私たち、アスペルガーの人たちには、そういう少しだけでも知ってもらえているということだけで、今までの人生と大きく違ってくるんです。

 妻が臨床心理士になったところで、私の気持ちなんて理解できるものではありません。
それなのに、普通の方が理解できないのは当然のことなんです。だから、理解できないことを悔やむ必要も、必死にならなくても、卑下する必要もないのです。

 ただ、少しアスペルガーという特性を知ってもらい、感情のコントロールが苦手で、不器用な生き方しかできず、言葉で伝えることも苦手だけれど、それでもみなさんと変わらないくらい優しい気持ちも持っているし、自分なりに改善もしているんです。ただ、自分の価値観や考え方に固執しがちなため、みなさんのようにすぐには変われるはずもありません。少し知ってもらえるだけで全然違う成長を遂げていけるんです。

 そういう、少しでも知っていただける人がいると、私たちにも余裕ができてきますしね。多くのことを学んび、経験をつんでいけるようになるのです。
 アスペルガーのほとんどの方が、理解してもらえない人生を歩んできているので、ひねくれたような考え方を持ったりする人も少なくないのです。素直になれなかったり、気持ちを正確に伝えることができなかったり、言葉を間違えたり、行動を間違えたり、そんな不器用な生き方をする人が多いのです。

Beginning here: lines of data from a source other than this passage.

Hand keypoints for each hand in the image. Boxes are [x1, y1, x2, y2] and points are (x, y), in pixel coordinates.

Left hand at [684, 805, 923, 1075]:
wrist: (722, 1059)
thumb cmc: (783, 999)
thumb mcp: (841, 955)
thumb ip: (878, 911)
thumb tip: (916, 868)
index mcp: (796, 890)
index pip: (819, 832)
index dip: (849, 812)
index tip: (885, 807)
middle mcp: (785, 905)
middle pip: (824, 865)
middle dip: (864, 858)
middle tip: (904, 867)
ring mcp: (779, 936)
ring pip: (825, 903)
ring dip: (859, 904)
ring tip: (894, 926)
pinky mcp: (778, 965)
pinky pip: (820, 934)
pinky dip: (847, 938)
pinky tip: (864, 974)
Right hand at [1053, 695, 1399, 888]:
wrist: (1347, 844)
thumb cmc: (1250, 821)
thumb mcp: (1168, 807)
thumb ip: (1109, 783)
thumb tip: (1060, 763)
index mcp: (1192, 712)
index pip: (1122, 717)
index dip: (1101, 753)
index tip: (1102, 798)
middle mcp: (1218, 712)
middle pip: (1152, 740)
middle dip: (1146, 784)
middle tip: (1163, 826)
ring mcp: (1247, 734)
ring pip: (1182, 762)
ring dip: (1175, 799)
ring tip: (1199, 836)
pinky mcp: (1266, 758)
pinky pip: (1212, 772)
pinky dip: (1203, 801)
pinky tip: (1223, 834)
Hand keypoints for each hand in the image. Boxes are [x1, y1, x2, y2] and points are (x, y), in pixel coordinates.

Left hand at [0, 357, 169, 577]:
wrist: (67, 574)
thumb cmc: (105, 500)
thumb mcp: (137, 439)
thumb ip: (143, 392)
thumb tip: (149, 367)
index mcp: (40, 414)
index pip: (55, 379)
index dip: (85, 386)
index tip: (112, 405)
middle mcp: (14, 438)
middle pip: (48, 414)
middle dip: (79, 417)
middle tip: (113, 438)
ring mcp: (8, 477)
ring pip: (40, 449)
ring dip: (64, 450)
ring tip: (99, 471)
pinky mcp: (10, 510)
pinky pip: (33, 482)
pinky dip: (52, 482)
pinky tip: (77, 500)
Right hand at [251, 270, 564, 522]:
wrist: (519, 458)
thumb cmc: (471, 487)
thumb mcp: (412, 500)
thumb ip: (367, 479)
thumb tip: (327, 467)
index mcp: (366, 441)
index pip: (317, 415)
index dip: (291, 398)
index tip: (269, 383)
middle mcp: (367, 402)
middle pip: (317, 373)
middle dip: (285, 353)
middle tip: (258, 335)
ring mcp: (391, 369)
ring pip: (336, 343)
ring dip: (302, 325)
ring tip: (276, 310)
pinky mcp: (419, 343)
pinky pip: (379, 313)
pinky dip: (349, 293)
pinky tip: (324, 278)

 そんな私たちにとっては、普通の人より少しでいいのです。少しだけ知ってもらえるだけですごく生きやすいのです。勘違いしていただきたくないのは、理解なんてしてもらわなくていいのです。知ってもらうことが大事なんです。アスペルガーのことを知っているだけで行動も言葉も変わってきます。当然知ることでご自分の気持ちだって変わることも多いと思いますよ。
知って更に腹立たしく思うことも増えるかもしれませんが、それが普通の感情だと思いますよ。

 みなさんだって、私たちアスペルガーの私たちだって、みんな少しずつお互いのことを知っていきながら、いろいろなことを考えていくのだと思います。今までは一般的な生き方を基準に考えていたかもしれません。これからは考え方を自分たちのペースに合った生き方をお互いに選択していくことが大切なのだと私は思います。